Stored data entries
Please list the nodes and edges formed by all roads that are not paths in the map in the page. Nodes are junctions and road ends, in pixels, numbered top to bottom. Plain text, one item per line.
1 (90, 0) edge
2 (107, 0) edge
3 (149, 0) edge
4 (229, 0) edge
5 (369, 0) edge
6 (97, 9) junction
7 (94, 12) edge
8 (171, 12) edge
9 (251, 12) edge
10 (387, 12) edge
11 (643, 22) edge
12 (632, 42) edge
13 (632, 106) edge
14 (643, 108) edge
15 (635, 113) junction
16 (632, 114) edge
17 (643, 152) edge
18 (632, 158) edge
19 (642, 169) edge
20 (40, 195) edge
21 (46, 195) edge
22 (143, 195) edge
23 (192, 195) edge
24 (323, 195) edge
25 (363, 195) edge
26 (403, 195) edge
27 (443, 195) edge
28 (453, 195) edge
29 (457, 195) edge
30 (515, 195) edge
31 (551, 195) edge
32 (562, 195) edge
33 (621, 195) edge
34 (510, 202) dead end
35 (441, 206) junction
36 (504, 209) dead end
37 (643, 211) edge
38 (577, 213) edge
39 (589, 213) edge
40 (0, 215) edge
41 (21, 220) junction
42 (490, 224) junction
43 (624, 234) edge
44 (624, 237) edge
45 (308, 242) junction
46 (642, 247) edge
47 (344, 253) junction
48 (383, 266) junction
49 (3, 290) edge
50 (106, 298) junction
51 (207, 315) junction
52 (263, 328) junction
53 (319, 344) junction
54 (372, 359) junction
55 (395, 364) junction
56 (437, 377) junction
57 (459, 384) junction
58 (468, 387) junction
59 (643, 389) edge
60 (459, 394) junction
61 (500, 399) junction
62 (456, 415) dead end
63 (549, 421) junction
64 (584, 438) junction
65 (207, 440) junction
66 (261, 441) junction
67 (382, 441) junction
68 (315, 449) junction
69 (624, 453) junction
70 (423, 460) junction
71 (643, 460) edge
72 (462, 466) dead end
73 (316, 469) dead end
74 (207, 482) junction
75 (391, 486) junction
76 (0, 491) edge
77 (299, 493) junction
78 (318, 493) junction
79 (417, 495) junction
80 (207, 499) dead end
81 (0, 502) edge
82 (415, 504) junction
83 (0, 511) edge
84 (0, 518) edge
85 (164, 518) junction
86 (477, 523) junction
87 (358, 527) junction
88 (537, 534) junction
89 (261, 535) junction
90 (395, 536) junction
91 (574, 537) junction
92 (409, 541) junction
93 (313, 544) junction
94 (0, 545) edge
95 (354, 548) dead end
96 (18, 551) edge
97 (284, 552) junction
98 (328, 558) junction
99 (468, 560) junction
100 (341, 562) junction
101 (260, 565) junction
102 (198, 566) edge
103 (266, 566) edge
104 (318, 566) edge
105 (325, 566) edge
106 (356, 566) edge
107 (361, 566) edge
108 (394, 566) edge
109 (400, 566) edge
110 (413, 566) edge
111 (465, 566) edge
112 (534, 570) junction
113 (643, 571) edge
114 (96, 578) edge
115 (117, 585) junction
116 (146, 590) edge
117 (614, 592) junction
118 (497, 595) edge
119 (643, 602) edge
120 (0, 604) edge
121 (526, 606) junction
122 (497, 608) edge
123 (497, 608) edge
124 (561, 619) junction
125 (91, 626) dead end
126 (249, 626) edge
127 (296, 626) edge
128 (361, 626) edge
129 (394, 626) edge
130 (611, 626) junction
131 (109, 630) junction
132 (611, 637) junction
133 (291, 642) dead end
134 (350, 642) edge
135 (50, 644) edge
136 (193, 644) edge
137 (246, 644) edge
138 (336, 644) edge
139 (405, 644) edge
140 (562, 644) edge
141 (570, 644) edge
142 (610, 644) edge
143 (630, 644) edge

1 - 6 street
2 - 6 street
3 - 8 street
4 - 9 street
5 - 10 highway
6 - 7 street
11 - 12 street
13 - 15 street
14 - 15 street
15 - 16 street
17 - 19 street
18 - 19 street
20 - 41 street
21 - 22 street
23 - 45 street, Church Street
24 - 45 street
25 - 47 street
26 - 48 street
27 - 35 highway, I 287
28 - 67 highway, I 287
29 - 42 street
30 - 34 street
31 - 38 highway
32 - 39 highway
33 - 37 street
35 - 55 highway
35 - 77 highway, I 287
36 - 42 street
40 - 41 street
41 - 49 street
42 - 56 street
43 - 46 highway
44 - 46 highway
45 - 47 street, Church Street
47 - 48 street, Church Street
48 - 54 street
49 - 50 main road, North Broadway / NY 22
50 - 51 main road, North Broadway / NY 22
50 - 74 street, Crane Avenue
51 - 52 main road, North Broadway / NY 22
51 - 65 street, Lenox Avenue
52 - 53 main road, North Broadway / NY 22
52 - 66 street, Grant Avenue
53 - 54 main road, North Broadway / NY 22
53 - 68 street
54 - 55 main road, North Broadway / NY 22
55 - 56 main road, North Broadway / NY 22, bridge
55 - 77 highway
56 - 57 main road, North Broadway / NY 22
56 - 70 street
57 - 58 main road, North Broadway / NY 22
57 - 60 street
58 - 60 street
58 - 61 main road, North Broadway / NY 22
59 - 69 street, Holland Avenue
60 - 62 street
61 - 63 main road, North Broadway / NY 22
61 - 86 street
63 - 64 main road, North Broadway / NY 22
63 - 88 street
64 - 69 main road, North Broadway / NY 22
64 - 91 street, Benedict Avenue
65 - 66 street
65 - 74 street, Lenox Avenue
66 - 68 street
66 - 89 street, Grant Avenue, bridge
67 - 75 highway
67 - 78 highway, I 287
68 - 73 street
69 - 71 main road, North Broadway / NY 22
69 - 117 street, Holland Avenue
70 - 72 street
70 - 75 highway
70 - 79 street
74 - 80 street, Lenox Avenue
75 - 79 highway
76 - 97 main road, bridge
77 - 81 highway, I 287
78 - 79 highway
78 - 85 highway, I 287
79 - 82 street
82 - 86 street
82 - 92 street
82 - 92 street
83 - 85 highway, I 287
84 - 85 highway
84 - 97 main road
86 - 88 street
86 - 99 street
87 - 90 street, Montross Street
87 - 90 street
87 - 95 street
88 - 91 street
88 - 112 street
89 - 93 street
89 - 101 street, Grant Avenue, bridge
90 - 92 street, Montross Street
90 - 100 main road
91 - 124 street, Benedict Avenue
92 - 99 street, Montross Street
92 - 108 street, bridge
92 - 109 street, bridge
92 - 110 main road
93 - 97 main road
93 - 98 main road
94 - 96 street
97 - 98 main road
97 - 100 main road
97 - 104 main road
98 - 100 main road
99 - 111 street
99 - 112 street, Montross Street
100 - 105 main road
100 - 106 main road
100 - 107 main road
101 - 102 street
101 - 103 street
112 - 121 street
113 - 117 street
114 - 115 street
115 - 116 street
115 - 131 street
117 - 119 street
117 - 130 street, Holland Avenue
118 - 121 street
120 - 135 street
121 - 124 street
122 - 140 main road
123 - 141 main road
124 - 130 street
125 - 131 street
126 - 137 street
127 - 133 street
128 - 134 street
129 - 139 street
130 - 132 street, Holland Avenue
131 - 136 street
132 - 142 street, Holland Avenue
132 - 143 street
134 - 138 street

Requirement: Among the lines above, please find those with "Holland" and copy them.

Output:
59 - 69 street, Holland Avenue
69 - 117 street, Holland Avenue
117 - 130 street, Holland Avenue
130 - 132 street, Holland Avenue
132 - 142 street, Holland Avenue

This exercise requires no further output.